The GPU That Doesn’t Need CUDA

The first machine to run a GPU compute kernel for the Spirit spin simulator on FreeBSD was a 2013 Mac Pro — the trash-can model — with a GeForce GT 750M bolted on. 384 CUDA cores. Kepler. Released the year of the first iPhone with Touch ID. The kind of card you find in a dead laptop in a drawer. It produced the entirely respectable result of 0.30 milliseconds for an elementwise add over a million single-precision floats, beating the same machine’s CPU by 1.66x and proving that yes, you can in fact do GPU compute on FreeBSD.

That was Tuesday. By Friday, the same backend code, compiled on a Linux desktop, was running on a GeForce RTX 3060 Ti — 4,864 CUDA cores, Ampere, eight gigabytes of GDDR6 — and producing the same elementwise add over four million floats in 0.22 milliseconds. Thirteen times faster than the CPU on the same machine, and seven times faster per element than the GT 750M was on its own machine. Same backend. Same shader. Same five hundred and forty lines of C++.

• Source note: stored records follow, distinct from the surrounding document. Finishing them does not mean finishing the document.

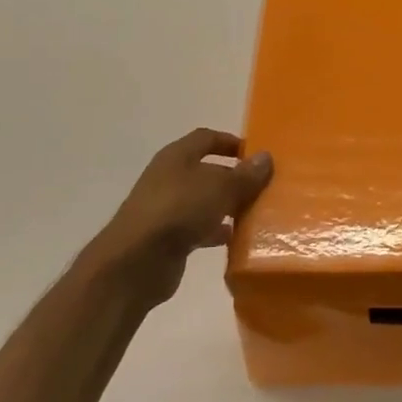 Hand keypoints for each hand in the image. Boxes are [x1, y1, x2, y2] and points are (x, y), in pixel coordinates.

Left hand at [86, 129, 272, 307]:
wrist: (135, 262)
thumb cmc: (178, 211)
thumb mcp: (220, 188)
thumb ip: (245, 175)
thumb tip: (266, 157)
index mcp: (177, 157)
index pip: (206, 138)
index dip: (230, 142)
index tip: (255, 154)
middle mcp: (169, 178)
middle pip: (207, 171)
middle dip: (234, 178)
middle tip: (263, 187)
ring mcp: (166, 209)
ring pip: (204, 201)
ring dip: (228, 206)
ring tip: (256, 214)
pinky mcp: (168, 238)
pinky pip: (199, 228)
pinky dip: (216, 232)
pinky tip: (236, 240) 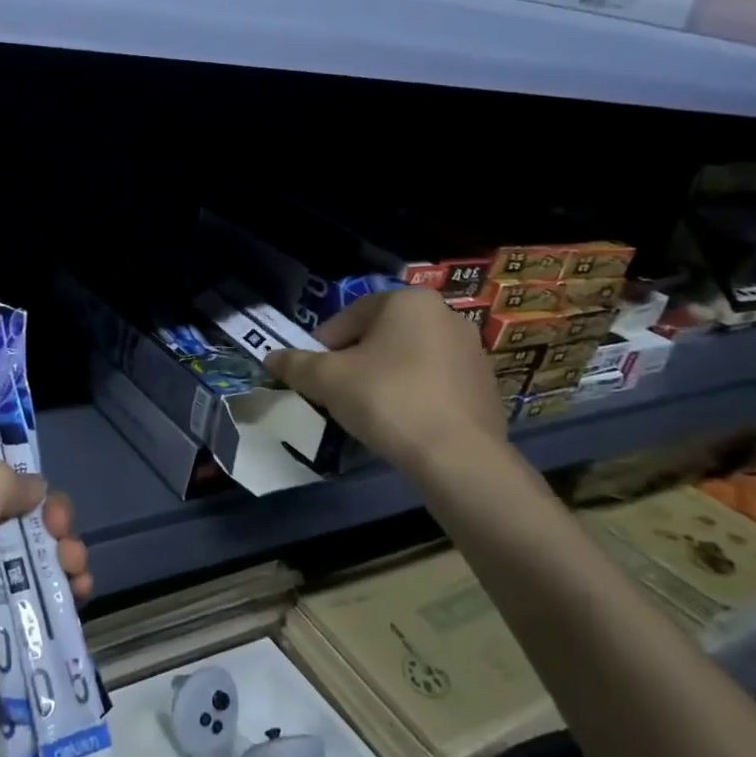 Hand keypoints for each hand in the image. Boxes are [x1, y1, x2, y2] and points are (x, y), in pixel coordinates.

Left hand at [0, 460, 92, 756]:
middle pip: (8, 537)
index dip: (12, 493)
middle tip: (67, 538)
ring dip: (61, 565)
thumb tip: (33, 484)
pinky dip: (63, 607)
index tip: (43, 502)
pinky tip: (83, 603)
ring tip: (81, 573)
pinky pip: (37, 624)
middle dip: (46, 529)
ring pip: (28, 578)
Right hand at [264, 288, 506, 481]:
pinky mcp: (485, 386)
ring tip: (366, 412)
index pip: (348, 318)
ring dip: (383, 379)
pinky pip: (434, 384)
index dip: (321, 347)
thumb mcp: (326, 379)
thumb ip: (294, 364)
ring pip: (408, 360)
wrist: (457, 456)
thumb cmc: (386, 399)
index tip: (310, 376)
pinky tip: (400, 424)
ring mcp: (471, 351)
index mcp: (408, 301)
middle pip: (379, 337)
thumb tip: (270, 358)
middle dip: (354, 362)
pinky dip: (413, 396)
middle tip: (334, 394)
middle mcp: (445, 315) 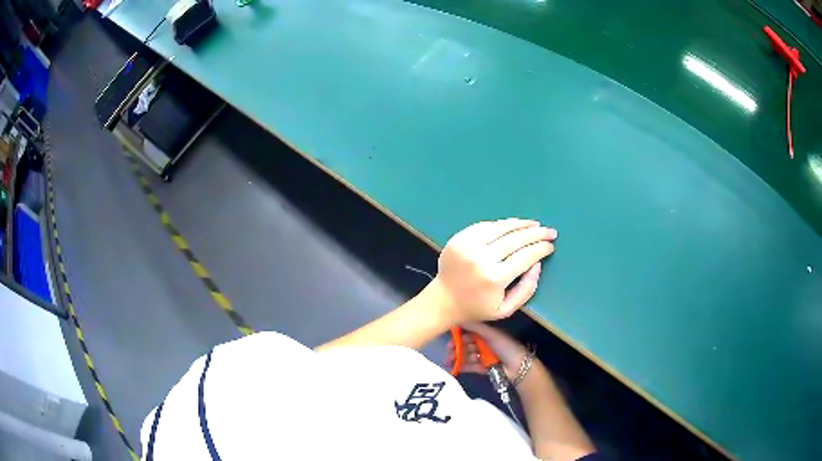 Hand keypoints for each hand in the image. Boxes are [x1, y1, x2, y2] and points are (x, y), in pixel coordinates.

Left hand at [431, 218, 556, 322]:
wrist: (443, 300)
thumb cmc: (477, 307)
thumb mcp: (506, 309)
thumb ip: (526, 290)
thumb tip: (537, 265)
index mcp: (494, 278)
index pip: (525, 256)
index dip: (541, 249)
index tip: (551, 245)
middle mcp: (481, 258)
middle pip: (516, 239)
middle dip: (537, 233)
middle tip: (550, 231)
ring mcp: (468, 245)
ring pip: (501, 228)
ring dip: (521, 224)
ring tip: (534, 224)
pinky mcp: (459, 238)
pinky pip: (485, 226)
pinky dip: (501, 225)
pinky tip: (512, 226)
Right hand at [449, 322, 535, 381]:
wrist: (517, 367)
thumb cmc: (505, 346)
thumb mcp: (491, 334)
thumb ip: (475, 326)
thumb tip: (459, 317)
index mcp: (487, 333)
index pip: (469, 332)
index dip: (459, 334)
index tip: (450, 336)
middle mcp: (483, 343)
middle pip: (466, 344)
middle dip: (456, 347)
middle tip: (448, 350)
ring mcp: (482, 356)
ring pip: (466, 355)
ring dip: (457, 357)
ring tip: (449, 360)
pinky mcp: (482, 368)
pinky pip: (469, 366)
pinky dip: (461, 366)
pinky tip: (453, 367) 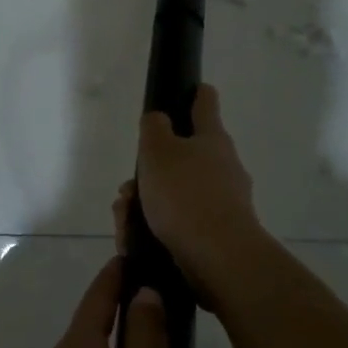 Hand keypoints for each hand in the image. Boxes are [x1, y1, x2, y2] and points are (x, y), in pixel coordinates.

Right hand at [132, 84, 263, 306]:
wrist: (218, 258)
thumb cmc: (185, 195)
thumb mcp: (157, 150)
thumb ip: (153, 128)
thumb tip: (159, 120)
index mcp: (212, 139)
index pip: (205, 103)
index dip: (195, 93)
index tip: (188, 89)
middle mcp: (223, 166)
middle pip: (182, 156)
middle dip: (149, 171)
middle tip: (127, 188)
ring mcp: (223, 202)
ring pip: (174, 193)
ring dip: (144, 203)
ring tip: (124, 219)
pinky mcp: (215, 234)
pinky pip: (178, 223)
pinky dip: (154, 228)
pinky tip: (134, 240)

The lesson is not that the RTX 3060 Ti is a faster GPU than a 2013 GT 750M. It is that the path between Spirit and the GPU went through Vulkan, and Vulkan is the same on FreeBSD as it is on Linux as it is on Windows, and so the work that proved the FreeBSD path is the work that runs unchanged on a real workstation card.

Why Vulkan, not CUDA

Spirit, like most physics simulators with a respectable history, ships a CUDA backend. The CUDA backend is excellent. It is also useless on FreeBSD — NVIDIA does not ship a CUDA driver stack for FreeBSD, has not ever done so, and gives no indication of plans to. The same is true for illumos, OpenBSD, NetBSD, DragonFlyBSD, and any other operating system that doesn’t pay NVIDIA enough in market share to be worth the engineering invest.

Vulkan is different. Vulkan ships as part of the open-source NVIDIA graphics driver. FreeBSD’s NVIDIA driver includes the Vulkan ICD. The Mesa drivers (open-source, BSD-licensed) ship Vulkan for AMD and Intel cards on FreeBSD too. The Vulkan SDK itself is BSD-licensed. The whole stack is portable in a way that CUDA fundamentally is not, because CUDA is the proprietary product and Vulkan is the open standard.

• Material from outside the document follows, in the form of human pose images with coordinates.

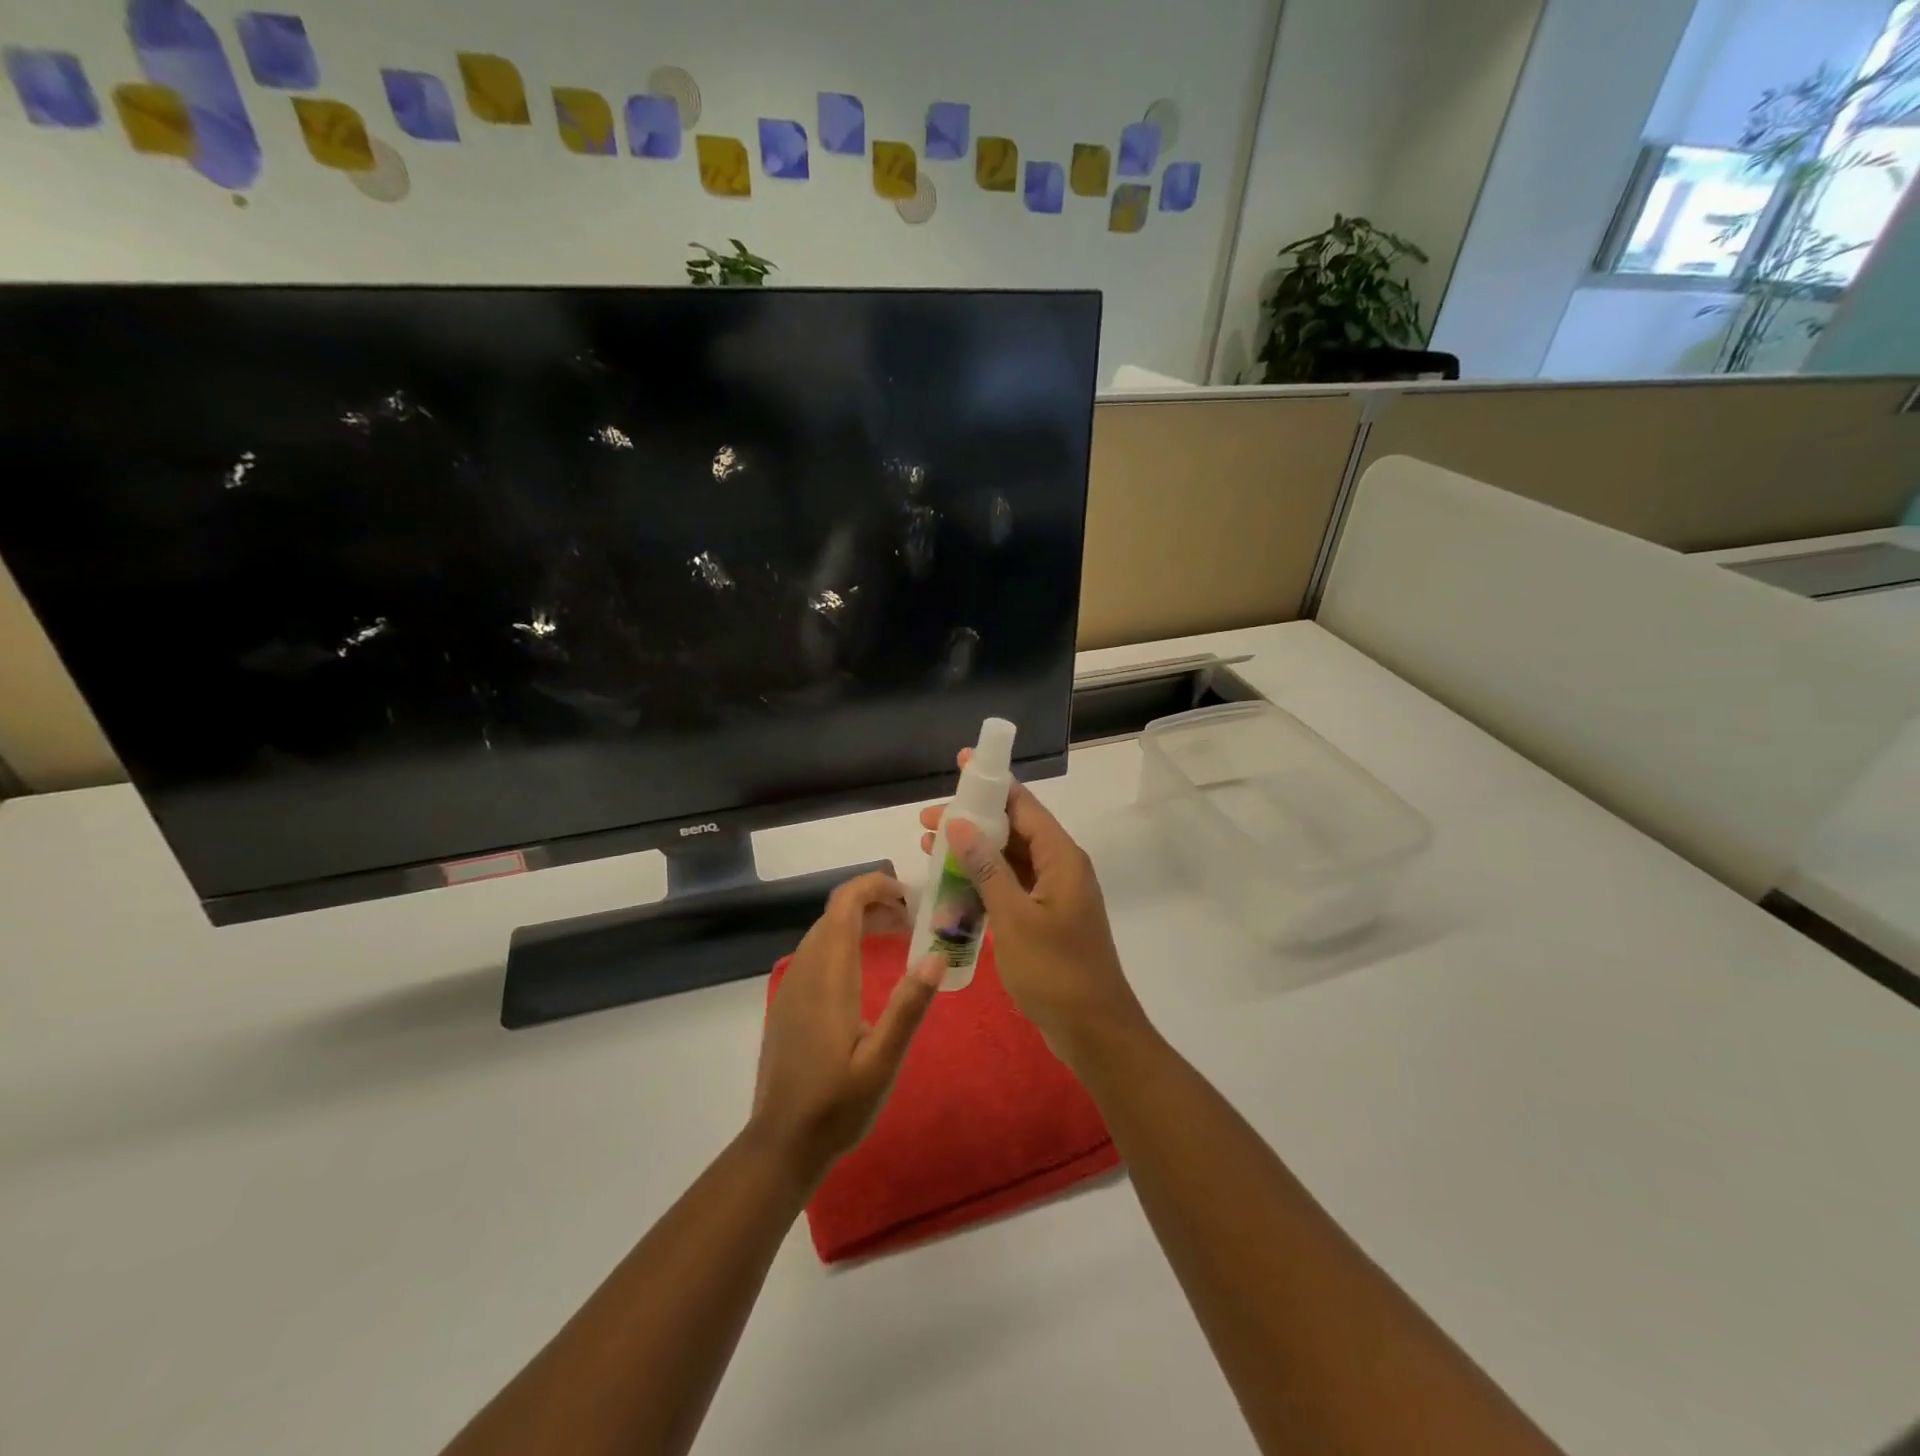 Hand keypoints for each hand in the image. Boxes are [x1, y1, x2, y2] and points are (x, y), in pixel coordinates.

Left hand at [750, 872, 943, 1185]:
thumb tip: (937, 955)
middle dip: (874, 902)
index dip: (874, 885)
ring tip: (898, 935)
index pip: (844, 904)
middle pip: (835, 913)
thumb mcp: (882, 1061)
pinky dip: (844, 942)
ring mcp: (792, 986)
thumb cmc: (837, 1105)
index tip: (910, 895)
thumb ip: (908, 1007)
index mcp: (828, 976)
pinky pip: (816, 953)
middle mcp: (805, 970)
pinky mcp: (788, 1003)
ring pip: (824, 932)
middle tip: (915, 918)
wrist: (781, 1143)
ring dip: (859, 921)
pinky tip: (866, 969)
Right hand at [919, 753, 1149, 1068]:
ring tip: (928, 850)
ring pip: (1009, 861)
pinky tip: (950, 890)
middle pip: (1013, 830)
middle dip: (971, 822)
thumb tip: (958, 822)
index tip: (960, 766)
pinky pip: (1011, 889)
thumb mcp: (1014, 917)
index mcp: (1062, 857)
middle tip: (926, 823)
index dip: (991, 783)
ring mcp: (1054, 895)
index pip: (1024, 805)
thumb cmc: (1055, 971)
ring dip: (972, 855)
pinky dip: (983, 885)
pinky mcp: (1046, 919)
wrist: (1094, 1031)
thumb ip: (986, 867)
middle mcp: (1061, 867)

The ergonomics are worse. The boilerplate is worse. The error messages are worse. The compute primitives that CUDA gives you in two lines of __global__ require fifty lines of descriptor set allocation, pipeline layout binding, push constant configuration, and command buffer recording in Vulkan. This is not an objection. The ergonomics are worse on FreeBSD too, because FreeBSD is not the operating system commodity GPU compute was designed for. We are paying ergonomics for portability, and we are getting it.

The Mac Pro proof

The first run was on free-macpro-gpu.local, a 2013 Mac Pro running FreeBSD 15.0, with a GeForce GT 750M in a Thunderbolt external chassis. vulkaninfo --summary reported the card present. The Vulkan ICD loaded. The compute queue family existed. Three tests ran:

Vulkan initialization — pick a physical device, create a logical device, allocate a command pool, set up a descriptor pool. Pass.
Tensor round-trip — allocate three host-visible buffers, upload [1, 2, 3, 4] to one of them, read it back, compare. Pass.
Elementwise add — compile a parametric GLSL shader, upload [1..8] and [10, 20, .. 80], dispatch with the spec-constant for ADD, download the result and compare to [11, 22, ..., 88]. Pass.

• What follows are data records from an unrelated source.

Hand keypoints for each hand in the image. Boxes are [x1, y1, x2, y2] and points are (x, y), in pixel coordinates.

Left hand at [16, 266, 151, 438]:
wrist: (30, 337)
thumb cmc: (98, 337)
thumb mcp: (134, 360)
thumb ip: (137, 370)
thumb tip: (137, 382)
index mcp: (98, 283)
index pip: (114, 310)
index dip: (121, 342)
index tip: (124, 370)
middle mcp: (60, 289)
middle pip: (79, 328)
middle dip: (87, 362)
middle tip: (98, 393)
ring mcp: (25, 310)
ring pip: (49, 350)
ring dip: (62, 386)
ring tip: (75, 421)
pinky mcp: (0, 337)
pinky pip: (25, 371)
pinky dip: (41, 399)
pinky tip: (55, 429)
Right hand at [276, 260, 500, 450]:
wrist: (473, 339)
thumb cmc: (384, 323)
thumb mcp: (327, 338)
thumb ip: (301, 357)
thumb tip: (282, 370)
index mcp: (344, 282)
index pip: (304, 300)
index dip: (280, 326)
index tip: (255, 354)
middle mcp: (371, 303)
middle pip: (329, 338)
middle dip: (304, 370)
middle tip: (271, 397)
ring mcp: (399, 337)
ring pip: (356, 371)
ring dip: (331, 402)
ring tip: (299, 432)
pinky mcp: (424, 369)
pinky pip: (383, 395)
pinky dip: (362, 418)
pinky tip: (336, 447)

The benchmark numbers from that machine were not impressive — the GT 750M is a 2013 mobile GPU — but they were correct, repeatable, and they proved every single layer of the Vulkan stack was in place on FreeBSD.

FreeBSD GT 750M (Kepler, 384 cores):
  N=1M:  0.30 ms GPU,  0.50 ms CPU,  1.66x speedup
  N=4M:  1.41 ms GPU,  2.48 ms CPU,  1.76x speedup

At a million elements the GT 750M beats the 2013 Xeon by less than a factor of two. At four million it’s about the same. This is in the comfortable range where everyone always argues about whether GPU compute is “worth it”: on a card this old, against a CPU that’s about the same generation, on a workload that is specifically chosen to be small, the answer is “technically yes but barely.”

That was not the point of the run. The point of the run was that it ran at all, on FreeBSD, against a real GPU, and that the benchmark binary was the same shape we’d build on Linux. Which is what we did next.

The Linux follow-up

The handoff document specified an RTX 3070 8GB. The Linux desktop turned out to have an RTX 3060 Ti 8GB — same Ampere arch, slightly lower core count, no practical difference for the test. Driver 580. Vulkan 1.3.275. The same git checkout feature/vulkan-backend, the same c++ command from the README, the same elementwise_binary.spv shader binary out of the repo. No code changes.

Linux RTX 3060 Ti (Ampere, 4864 cores):
  N=64K:   0.04 ms GPU,  0.06 ms CPU,  1.4x speedup
  N=256K:  0.05 ms GPU,  0.20 ms CPU,  3.7x speedup
  N=1M:    0.07 ms GPU,  0.62 ms CPU,  8.8x speedup     ← sweet spot
  N=4M:    0.22 ms GPU,  2.97 ms CPU, 13.3x speedup

The 4M-element case was where the story got interesting. The first three runs of the benchmark produced 1.93 ms, 2.01 ms, and 0.21 ms for the same workload. An order of magnitude of variance between consecutive runs of the same code on the same hardware. The kind of result that, at 11pm on a Tuesday, you stare at and suspect a memory leak.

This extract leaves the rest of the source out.